Linders wrote that acting within the principles of the Agile Manifesto and its resulting behaviours, form the basis of an experience-based learning curve, which allows individuals to demonstrably add value through their collaboration and contributions. He wrote:

True agility doesn't come with a certificate. You can't learn it in a course or take an online training. You have to live it. Becoming truly agile by doing and learning...It's all about value delivered by people who have experience and dare to try out new things!

In a piece titled Are Your Tech Certifications Actually Worth the Money? Nate Swanner of Dice recently investigated the value of different certifications. He points out that while, on average, certifications can lead to a 10% increase in salaries, there is little which distinguishes the good from the bad. He observed that there is a fine line between certifications which add value and those which are "certifications which appeal to our sense of accomplishment", but do little for employability. He writes about the preferences for demonstrable output from engineers:

Whatever tech certifications you've earned, we still advocate for having a host of projects published and a GitHub presence. You prove your worth when an employer can see your work.
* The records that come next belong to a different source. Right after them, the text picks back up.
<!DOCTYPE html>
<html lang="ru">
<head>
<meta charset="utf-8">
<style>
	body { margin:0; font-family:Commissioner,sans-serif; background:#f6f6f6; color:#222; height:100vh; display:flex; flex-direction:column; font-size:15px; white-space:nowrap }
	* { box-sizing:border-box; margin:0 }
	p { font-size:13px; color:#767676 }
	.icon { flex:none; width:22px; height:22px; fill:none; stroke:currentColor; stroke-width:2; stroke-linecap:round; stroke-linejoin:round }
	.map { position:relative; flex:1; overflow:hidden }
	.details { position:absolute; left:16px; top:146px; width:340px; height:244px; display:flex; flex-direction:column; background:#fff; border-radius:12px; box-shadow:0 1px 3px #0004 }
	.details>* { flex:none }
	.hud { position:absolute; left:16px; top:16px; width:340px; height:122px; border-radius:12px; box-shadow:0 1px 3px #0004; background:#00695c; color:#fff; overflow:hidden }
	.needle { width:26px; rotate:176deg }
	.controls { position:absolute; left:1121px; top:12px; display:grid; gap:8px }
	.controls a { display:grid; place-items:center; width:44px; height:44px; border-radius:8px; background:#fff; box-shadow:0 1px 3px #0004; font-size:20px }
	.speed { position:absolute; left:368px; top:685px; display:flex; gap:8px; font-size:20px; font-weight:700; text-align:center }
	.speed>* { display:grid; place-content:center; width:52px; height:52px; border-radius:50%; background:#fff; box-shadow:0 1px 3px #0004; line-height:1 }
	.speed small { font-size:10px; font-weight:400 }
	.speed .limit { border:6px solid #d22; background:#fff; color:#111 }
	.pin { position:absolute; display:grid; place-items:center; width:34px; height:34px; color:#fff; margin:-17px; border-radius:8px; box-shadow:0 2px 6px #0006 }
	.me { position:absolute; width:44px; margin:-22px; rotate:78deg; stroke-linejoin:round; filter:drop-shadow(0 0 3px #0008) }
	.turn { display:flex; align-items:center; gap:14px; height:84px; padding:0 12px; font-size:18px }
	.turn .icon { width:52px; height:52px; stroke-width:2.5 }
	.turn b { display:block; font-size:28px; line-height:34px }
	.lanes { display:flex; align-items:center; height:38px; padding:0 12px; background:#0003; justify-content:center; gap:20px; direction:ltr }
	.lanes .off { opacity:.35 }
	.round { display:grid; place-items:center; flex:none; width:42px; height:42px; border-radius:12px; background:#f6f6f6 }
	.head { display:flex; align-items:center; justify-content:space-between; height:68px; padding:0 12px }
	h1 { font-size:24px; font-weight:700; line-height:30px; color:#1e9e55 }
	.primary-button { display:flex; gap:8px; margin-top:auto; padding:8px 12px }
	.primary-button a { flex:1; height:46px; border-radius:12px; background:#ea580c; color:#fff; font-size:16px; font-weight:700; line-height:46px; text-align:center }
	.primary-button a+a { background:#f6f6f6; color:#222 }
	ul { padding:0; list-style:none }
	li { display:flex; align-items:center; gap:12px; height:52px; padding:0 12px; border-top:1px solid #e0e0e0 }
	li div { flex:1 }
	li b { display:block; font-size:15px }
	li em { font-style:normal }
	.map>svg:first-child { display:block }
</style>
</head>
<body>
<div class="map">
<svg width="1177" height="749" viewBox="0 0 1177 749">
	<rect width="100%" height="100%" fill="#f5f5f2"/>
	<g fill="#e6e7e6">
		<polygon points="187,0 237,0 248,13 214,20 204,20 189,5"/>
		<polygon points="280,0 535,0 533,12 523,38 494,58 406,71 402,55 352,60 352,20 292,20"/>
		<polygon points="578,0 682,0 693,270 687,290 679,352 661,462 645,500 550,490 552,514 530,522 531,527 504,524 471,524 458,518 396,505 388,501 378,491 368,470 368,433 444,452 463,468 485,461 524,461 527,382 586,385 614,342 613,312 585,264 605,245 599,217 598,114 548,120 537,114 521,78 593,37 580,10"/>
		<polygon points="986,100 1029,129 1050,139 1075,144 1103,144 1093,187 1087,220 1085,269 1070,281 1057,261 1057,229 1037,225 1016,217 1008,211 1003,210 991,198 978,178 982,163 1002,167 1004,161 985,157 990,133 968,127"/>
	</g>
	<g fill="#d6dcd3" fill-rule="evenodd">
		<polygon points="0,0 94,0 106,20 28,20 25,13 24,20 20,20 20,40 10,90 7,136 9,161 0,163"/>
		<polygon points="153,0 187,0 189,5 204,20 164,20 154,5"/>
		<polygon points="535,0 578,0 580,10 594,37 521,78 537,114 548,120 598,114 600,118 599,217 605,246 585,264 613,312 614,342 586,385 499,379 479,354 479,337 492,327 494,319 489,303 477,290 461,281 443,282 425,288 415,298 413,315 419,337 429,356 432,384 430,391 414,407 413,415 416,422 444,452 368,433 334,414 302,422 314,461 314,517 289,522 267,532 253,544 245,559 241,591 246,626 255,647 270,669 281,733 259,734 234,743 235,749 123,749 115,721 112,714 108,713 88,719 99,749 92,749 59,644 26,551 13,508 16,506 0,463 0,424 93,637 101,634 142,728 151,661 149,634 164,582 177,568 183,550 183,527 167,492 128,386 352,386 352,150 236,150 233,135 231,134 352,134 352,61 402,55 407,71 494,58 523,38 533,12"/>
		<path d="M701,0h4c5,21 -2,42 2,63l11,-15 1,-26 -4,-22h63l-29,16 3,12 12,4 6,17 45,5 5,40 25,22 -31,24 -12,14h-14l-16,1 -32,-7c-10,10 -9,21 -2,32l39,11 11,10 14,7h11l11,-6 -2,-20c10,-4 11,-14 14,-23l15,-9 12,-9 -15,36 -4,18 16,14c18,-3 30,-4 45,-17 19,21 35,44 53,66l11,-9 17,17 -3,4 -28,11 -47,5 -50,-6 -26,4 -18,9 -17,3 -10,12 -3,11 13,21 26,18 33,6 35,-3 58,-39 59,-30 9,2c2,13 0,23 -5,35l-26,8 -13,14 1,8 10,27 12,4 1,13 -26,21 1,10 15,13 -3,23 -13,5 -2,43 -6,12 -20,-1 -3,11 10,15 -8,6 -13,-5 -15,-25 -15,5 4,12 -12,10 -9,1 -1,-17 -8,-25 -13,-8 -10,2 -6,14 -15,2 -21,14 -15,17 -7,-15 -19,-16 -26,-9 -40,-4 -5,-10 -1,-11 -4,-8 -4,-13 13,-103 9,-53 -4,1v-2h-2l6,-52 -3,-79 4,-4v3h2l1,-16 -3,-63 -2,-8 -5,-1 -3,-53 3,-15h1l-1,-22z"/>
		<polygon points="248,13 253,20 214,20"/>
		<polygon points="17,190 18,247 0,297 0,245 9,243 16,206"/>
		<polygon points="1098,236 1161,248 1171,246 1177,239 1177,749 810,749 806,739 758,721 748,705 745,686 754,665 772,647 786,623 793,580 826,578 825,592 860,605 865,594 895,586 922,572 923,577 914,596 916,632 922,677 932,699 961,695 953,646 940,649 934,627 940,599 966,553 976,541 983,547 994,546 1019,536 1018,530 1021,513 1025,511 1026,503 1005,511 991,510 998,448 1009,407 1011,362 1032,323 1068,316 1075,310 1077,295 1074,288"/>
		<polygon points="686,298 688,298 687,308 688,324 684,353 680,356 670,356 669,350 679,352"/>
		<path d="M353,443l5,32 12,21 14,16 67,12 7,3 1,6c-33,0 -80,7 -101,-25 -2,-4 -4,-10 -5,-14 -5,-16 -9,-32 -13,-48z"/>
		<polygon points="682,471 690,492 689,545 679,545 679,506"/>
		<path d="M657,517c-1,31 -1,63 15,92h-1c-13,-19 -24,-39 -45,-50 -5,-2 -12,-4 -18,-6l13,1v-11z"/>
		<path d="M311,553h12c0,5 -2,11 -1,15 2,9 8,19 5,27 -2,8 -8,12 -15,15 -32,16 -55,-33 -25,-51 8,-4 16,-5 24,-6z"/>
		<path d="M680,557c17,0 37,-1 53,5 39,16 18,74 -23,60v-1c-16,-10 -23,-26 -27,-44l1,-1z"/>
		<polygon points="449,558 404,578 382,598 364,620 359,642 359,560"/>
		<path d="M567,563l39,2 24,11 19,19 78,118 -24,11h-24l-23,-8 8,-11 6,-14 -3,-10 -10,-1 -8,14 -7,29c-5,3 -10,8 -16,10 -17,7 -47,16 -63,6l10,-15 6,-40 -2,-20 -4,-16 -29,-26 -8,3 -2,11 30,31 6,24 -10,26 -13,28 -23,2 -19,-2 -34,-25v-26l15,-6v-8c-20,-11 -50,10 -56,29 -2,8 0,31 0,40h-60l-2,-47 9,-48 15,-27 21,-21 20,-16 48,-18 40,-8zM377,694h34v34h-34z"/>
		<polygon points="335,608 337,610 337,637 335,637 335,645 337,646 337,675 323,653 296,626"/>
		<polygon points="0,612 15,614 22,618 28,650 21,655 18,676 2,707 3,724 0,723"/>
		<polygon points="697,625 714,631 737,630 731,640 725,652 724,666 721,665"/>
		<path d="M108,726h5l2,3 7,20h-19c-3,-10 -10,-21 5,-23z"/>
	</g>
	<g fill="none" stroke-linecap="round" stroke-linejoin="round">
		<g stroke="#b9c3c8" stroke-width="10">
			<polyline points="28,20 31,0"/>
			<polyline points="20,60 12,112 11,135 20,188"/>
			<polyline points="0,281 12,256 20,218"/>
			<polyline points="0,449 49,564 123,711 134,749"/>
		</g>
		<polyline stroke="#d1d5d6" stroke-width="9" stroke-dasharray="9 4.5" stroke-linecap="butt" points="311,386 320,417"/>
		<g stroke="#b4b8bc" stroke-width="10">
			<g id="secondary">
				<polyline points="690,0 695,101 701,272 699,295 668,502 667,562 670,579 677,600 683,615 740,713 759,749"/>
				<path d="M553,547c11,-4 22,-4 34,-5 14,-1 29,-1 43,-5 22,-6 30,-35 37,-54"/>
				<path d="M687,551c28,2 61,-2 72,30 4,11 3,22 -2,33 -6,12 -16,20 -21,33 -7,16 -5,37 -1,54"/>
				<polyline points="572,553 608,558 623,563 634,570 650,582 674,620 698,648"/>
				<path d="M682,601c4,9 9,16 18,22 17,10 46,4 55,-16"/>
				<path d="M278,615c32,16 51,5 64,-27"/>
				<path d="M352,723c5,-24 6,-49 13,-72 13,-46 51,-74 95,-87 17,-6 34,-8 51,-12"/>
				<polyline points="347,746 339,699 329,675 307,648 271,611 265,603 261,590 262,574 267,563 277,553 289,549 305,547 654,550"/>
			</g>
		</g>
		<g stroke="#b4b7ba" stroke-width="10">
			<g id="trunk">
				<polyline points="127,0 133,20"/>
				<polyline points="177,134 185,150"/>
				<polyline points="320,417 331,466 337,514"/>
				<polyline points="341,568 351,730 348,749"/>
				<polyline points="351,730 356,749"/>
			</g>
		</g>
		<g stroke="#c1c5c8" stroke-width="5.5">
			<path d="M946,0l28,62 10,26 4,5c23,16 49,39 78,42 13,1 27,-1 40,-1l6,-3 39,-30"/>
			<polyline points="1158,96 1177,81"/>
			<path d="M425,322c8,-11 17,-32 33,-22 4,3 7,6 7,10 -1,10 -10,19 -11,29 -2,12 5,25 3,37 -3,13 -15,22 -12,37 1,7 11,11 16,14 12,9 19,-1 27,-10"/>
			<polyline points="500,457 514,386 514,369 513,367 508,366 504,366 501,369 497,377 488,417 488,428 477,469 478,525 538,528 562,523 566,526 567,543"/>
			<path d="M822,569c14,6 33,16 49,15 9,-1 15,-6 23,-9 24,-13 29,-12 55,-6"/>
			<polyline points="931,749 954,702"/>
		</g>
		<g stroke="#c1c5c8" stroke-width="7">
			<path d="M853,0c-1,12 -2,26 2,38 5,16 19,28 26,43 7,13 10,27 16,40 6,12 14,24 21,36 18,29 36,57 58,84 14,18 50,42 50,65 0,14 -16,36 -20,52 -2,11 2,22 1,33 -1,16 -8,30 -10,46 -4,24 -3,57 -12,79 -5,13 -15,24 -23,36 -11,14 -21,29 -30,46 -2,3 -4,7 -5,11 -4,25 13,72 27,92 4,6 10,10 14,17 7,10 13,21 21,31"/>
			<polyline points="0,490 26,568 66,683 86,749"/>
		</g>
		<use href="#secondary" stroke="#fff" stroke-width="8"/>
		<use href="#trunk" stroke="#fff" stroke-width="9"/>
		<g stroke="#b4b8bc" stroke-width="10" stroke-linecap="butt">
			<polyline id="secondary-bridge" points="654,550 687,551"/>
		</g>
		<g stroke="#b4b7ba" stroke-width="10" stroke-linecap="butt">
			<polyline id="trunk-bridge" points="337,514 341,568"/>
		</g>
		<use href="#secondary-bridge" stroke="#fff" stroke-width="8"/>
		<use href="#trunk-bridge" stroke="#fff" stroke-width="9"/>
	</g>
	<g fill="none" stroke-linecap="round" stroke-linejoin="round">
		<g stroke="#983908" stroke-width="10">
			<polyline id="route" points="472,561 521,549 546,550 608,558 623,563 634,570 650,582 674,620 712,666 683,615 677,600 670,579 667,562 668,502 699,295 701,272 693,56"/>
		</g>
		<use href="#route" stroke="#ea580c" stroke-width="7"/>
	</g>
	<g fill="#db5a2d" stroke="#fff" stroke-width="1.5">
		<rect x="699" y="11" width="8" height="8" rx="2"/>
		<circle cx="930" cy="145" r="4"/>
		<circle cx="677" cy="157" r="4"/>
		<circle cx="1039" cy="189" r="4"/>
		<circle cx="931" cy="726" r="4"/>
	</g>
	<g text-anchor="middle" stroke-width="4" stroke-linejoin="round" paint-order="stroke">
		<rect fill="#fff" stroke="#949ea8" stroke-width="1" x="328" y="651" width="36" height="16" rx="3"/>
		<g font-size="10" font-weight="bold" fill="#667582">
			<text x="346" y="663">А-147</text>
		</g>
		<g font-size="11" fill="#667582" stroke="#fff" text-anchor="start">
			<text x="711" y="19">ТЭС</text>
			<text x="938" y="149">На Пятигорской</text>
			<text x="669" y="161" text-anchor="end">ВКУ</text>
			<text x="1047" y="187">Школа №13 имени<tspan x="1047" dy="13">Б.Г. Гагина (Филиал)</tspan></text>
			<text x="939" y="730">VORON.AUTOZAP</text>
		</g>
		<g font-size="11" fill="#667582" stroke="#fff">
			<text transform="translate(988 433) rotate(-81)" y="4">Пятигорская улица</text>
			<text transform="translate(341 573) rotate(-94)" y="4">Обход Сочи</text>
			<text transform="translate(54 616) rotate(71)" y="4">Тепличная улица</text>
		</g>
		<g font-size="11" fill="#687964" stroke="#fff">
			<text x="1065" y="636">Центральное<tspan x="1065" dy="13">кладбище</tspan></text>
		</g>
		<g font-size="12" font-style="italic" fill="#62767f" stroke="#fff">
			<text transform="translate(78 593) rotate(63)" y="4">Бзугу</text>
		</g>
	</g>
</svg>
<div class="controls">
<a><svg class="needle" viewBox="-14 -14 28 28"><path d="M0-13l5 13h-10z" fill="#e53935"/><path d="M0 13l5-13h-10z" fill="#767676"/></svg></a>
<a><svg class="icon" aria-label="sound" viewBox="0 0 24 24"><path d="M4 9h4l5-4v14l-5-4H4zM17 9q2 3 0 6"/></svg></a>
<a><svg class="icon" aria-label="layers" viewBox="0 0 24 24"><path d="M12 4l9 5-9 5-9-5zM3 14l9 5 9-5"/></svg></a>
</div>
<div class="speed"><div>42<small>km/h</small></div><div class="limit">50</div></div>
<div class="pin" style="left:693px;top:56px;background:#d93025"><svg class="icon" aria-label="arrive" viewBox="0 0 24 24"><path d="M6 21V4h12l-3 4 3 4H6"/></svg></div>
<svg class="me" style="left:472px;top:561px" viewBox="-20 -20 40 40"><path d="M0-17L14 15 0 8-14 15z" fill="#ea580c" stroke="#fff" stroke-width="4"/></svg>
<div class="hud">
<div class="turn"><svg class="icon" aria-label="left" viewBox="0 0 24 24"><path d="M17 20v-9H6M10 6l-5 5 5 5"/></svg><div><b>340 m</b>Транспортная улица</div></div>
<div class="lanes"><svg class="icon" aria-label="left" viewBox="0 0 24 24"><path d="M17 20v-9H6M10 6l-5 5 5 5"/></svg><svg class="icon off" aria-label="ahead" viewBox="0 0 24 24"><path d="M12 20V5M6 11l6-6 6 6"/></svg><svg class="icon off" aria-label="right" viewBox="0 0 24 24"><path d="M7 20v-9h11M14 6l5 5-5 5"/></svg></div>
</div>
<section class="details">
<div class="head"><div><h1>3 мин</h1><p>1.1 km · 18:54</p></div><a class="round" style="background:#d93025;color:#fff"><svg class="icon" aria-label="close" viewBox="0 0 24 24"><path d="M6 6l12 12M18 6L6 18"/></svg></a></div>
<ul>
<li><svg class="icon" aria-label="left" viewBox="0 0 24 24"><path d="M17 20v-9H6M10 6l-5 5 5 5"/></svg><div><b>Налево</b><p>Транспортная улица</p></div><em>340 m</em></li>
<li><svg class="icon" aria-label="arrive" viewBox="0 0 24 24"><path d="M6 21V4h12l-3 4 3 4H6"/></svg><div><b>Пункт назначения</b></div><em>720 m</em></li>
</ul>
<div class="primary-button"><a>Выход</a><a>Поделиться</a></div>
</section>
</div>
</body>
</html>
In the Linkedin discussions around Linder's critique of certifications, comments from hiring managers, trainers, practitioners and those certified argued the value of certification in candidate selection, teaching an understanding of methods and fortifying existing knowledge. Many commentators recognised that it is hard to certify success in the application of deep knowledge. Adrian Lander, a founder of Agnostic Agile, commented that:

What is harder to certify is that knowledge is being effectively and suitably applied (practice) and the deeper knowledge that is more implicit to the "body of knowledge" or a conceptual advancement of it.
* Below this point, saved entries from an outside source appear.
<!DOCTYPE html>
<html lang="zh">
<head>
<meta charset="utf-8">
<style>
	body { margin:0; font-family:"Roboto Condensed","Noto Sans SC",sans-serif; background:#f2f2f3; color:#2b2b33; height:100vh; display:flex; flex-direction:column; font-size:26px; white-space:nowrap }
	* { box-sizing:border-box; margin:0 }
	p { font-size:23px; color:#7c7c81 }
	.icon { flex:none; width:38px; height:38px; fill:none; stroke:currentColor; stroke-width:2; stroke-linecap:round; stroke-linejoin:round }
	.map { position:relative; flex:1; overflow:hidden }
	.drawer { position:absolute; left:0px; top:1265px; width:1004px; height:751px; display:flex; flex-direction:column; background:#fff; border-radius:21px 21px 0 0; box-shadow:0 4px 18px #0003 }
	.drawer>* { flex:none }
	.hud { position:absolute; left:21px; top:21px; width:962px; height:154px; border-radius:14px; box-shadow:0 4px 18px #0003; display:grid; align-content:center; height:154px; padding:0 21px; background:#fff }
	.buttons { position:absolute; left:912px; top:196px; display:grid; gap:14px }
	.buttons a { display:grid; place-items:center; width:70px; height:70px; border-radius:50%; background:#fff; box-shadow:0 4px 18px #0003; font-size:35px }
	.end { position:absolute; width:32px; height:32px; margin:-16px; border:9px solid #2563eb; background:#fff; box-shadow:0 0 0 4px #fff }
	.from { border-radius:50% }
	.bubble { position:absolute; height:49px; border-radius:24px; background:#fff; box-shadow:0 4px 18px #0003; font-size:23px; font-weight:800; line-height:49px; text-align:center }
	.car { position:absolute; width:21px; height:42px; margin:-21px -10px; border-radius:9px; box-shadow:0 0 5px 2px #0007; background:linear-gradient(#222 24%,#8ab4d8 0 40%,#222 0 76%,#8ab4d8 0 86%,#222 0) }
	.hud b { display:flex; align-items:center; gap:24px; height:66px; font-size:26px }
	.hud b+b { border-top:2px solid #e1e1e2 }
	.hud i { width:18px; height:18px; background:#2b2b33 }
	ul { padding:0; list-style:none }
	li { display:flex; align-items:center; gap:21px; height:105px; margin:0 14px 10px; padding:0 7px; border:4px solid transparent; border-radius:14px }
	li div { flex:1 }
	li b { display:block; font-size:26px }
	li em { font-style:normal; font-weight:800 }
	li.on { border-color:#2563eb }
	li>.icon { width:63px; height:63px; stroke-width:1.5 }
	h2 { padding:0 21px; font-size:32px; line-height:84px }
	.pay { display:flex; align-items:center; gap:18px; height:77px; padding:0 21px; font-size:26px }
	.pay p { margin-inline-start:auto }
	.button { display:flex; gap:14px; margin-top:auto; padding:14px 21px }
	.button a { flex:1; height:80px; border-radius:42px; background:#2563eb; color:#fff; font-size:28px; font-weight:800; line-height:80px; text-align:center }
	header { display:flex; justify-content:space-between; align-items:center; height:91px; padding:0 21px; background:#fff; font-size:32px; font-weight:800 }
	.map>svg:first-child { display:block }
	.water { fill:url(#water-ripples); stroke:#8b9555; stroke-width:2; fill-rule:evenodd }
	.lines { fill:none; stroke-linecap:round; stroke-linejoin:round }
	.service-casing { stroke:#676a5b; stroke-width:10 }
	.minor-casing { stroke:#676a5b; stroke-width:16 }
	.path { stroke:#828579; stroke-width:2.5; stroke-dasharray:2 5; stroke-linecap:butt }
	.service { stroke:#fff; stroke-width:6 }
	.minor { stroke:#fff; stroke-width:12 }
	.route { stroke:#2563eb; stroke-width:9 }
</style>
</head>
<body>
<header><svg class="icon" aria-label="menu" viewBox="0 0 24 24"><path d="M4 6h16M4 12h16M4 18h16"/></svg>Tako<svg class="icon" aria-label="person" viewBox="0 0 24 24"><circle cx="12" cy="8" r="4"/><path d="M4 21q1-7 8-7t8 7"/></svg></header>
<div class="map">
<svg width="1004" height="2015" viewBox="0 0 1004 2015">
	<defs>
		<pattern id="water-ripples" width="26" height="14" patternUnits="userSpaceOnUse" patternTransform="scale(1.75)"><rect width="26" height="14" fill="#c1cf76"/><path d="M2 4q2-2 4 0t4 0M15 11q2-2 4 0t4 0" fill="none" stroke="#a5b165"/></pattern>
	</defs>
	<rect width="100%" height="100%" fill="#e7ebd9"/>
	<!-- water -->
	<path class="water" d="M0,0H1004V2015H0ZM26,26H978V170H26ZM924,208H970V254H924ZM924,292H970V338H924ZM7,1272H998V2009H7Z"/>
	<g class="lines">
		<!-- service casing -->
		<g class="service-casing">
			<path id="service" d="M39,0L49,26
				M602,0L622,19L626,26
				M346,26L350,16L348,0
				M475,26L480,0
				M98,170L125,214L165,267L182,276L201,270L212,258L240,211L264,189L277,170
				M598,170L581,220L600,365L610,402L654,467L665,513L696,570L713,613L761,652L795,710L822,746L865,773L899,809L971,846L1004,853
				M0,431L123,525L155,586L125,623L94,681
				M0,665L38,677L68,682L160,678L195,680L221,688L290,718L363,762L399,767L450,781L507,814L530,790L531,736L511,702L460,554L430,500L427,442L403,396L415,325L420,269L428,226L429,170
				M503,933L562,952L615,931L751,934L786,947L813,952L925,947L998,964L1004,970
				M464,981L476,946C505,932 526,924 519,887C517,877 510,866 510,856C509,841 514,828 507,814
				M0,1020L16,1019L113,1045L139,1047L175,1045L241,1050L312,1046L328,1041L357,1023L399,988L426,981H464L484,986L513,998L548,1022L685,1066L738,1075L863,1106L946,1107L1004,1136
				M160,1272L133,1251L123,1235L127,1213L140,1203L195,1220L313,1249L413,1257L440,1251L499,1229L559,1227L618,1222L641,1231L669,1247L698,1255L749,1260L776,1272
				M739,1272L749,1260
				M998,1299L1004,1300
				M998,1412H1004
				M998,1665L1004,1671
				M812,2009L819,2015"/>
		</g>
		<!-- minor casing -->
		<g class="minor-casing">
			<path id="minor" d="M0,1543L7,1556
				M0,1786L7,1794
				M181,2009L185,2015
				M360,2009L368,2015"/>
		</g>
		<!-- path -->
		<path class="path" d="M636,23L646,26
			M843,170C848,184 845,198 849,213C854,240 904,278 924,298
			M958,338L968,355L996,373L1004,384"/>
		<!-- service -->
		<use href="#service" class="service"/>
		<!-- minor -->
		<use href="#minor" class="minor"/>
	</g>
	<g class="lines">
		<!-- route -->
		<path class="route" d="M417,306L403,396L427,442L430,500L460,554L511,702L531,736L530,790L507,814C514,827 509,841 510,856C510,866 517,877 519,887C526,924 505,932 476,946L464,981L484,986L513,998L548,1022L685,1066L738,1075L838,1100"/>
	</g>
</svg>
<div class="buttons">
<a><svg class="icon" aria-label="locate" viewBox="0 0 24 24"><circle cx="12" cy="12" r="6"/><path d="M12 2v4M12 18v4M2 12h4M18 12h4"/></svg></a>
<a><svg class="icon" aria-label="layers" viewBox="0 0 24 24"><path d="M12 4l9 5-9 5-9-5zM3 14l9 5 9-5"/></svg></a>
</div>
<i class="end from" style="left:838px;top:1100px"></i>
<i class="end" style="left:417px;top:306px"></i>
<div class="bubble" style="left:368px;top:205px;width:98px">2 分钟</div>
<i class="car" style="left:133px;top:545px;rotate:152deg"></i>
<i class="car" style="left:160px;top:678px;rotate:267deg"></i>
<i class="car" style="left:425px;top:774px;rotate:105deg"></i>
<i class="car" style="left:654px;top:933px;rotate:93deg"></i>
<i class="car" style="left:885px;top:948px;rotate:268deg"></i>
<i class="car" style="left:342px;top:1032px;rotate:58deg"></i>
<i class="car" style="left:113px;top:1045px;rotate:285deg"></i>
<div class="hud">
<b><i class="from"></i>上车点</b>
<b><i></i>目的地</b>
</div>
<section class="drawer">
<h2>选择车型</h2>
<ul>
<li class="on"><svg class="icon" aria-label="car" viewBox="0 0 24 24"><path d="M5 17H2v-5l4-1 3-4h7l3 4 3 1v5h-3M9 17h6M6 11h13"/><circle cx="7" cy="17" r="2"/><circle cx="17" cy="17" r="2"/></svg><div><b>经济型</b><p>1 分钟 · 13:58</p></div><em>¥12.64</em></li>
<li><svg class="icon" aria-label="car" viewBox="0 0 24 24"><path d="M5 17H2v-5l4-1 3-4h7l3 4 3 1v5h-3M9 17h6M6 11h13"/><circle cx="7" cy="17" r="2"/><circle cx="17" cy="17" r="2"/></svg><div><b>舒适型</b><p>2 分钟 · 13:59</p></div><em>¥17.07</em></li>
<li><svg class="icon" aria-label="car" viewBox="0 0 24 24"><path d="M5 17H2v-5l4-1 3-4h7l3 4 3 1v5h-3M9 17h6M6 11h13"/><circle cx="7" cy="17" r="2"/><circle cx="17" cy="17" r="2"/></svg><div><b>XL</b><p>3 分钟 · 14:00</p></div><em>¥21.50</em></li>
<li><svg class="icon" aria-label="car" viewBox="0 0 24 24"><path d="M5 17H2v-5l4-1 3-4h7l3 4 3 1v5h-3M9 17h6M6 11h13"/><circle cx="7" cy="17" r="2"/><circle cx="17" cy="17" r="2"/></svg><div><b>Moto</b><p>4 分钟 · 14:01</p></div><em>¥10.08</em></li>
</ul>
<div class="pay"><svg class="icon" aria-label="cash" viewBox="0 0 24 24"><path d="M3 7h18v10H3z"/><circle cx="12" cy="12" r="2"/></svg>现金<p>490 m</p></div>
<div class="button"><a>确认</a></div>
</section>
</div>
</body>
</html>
Knowledge Hut's comparison of various Agile certifications placed a mean value for salary against each qualification. From the sample surveyed by Knowledge Hut, the top two highest paying certifications which lead by a margin of more than $8K USD, were those which had a pre-requisite for practical Agile work-based experience: ICP-ACC (ICAgile- Agile Certified Coach) at $119,883 p/a and PMI-ACP® (PMI - Agile Certified Practioner) at $123,000 p/a.

Linders wrote on the value of those who have grown through a process of experience-based continuous improvement, which he describes as being of greater value than certifications by themselves:

Value comes from someone who truly tries to understand your problems and provides multiple solutions that might work, instead of pretending to have the one right answer. Who experiments, verifies, learns, and improves."